Sounds like I need a "Dr. Phil" moment, doesn't it? Yikes!

College Reunion?

I went to Memphis State. 20,000 students. Who am I going to have a reunion with, the Philosophy Department? Please...they're in my head all the time anyway, I don't need to go see them.

In about a week I'm going to go to my first one. I'm going back to the hallowed halls of Vanderbilt Divinity School to celebrate, in part, the class of 1990.

Vandy was the only place I applied for seminary. That probably wasn't the smartest thing in the world to have done. I think I shorted myself opportunities and experiences that could have been lived in a multitude of places.

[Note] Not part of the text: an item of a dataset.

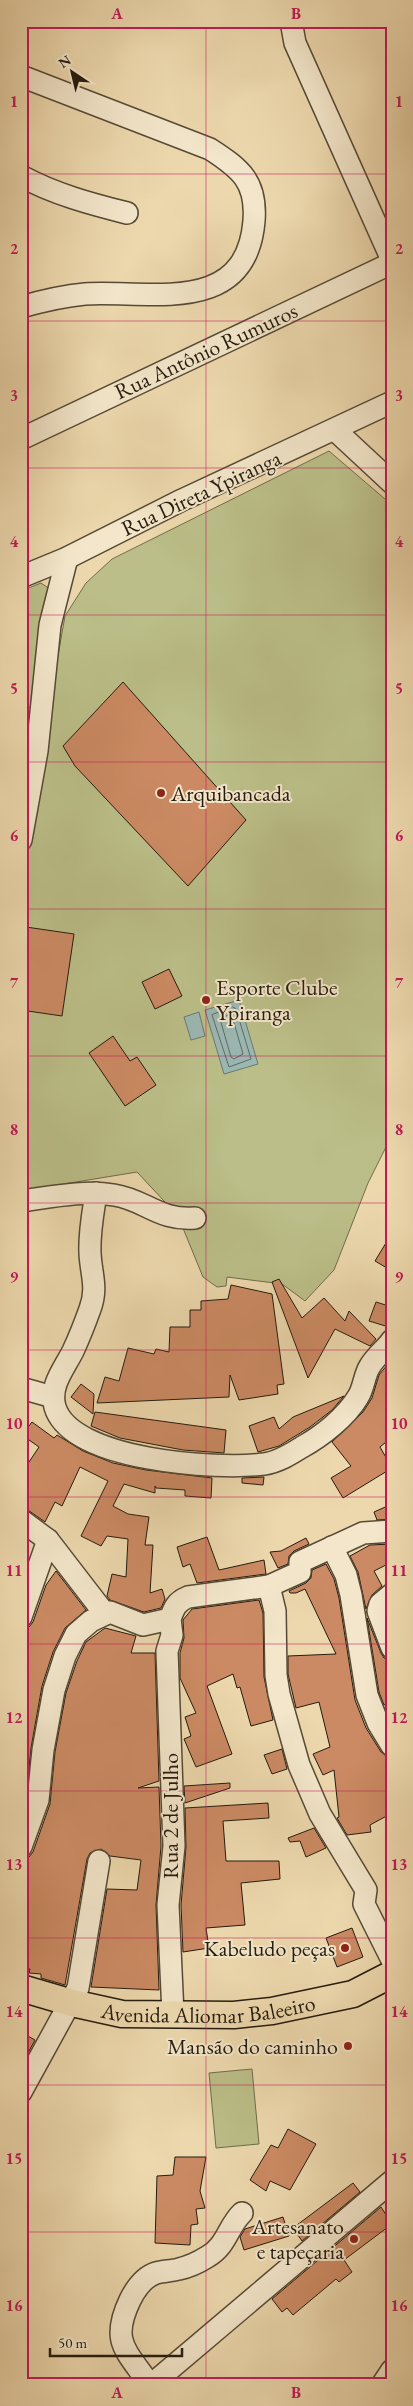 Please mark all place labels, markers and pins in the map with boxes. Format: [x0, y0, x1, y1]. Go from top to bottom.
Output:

But I don't regret it, now. In fact, the farther away I get from that experience, the more I'm starting to appreciate it for the richness of theological grounding it gave me. This was the place that gave me language for what were already many observations I had about the nature of God, the role of the Church, and the responsibility of the minister to function as theologian.

And this was the place that challenged my core - it confronted me with the reality that issues are not just issues, there are children of God attached to them, too often marginalized, in need of advocacy.

But those were hard days. First time really away from family. I served student appointments all the way through for not only financial issues, but also for the benefit of getting some pastoral experience immediately. There were some trade offs for the that decision, but, on balance, I think I was better for having taken the path I took.

I'm not sure how many of my classmates are going to be there, but I feel I need to be, if, for no other reason, to give thanks for that band of brothers and sisters who traversed those halls with me.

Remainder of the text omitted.